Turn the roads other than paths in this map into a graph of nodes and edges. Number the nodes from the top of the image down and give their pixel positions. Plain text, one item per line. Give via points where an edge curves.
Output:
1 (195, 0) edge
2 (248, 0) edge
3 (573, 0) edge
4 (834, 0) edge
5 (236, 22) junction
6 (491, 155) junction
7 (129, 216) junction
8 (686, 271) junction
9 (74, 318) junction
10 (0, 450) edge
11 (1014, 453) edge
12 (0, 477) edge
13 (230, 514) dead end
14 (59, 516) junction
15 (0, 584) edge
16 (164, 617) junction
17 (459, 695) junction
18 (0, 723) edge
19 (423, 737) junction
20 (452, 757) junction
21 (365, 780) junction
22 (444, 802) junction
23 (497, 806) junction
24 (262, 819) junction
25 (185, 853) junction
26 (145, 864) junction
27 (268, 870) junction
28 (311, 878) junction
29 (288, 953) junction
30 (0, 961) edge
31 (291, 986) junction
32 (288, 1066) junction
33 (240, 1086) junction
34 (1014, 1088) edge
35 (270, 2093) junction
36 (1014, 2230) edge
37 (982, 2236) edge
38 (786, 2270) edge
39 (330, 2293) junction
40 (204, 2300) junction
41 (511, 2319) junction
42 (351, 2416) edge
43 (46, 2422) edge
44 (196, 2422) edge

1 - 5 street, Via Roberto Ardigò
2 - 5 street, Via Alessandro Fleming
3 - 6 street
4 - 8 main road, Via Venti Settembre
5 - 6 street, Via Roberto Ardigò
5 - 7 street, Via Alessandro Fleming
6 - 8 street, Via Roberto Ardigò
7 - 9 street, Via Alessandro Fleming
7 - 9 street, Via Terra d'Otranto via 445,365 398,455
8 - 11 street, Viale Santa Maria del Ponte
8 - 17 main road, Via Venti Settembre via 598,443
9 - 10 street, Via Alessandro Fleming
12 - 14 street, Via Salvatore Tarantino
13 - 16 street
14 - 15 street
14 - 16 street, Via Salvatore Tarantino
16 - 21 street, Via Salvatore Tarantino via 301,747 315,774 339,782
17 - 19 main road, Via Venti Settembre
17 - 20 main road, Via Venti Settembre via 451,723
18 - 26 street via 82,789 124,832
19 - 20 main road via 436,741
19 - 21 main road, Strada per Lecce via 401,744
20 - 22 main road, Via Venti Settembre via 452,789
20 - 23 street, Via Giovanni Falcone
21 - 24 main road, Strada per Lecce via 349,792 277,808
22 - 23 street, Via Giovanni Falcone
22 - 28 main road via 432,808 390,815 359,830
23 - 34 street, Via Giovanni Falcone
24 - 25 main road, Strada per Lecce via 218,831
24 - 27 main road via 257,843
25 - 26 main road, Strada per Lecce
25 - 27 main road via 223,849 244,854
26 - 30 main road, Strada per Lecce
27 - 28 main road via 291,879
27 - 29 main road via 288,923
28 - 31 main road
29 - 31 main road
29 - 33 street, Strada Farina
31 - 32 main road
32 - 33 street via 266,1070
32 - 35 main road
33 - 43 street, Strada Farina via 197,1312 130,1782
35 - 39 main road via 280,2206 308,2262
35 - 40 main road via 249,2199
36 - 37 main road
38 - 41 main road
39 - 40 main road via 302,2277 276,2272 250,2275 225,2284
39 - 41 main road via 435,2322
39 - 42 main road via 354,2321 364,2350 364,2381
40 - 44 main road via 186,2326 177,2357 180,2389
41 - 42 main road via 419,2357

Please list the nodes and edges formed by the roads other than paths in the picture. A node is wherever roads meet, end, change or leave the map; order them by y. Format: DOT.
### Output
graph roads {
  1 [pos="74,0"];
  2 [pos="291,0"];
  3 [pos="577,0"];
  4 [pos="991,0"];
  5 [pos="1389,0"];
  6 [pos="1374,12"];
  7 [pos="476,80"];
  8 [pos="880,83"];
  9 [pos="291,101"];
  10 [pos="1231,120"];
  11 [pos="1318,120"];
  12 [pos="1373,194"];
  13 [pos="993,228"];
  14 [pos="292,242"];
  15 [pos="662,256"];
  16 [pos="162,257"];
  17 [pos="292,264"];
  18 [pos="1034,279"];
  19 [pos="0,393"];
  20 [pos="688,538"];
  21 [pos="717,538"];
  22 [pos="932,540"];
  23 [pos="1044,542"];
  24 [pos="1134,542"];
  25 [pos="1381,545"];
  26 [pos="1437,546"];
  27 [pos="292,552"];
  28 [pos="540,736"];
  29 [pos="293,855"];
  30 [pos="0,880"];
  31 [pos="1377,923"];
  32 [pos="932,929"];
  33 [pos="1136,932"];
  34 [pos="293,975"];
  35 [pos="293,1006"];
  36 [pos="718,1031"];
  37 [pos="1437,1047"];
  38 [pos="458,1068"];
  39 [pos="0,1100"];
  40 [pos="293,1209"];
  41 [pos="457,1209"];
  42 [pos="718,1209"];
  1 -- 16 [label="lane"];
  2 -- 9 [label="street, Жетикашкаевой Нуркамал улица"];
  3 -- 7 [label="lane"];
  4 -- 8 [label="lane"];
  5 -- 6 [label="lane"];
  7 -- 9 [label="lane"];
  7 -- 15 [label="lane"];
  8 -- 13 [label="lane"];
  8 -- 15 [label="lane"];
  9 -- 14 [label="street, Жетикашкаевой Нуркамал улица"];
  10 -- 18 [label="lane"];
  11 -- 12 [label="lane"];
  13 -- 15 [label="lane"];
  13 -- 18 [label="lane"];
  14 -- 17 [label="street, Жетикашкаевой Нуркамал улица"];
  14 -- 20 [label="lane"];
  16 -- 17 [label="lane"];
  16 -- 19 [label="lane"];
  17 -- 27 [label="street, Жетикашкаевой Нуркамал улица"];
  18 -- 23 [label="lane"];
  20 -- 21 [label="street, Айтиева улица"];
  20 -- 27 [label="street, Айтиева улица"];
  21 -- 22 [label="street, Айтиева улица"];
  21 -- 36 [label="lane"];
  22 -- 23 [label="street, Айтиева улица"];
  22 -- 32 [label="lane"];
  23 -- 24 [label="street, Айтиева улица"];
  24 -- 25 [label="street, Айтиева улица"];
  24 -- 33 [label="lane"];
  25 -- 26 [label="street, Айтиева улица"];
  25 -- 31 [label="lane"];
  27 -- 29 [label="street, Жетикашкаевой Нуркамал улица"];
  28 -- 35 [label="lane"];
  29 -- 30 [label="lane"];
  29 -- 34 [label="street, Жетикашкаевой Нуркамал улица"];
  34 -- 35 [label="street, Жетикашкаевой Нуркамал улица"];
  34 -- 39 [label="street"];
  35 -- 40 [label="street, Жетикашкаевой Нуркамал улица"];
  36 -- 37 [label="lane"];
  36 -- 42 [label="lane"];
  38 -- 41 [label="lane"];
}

### Exercise aim:
Extract all lines of the records above that include "than".

### Output for this task:
Turn the roads other than paths in this map into a graph of nodes and edges. Number the nodes from the top of the image down and give their pixel positions. Plain text, one item per line. Give via points where an edge curves.
Please list the nodes and edges formed by the roads other than paths in the picture. A node is wherever roads meet, end, change or leave the map; order them by y. Format: DOT.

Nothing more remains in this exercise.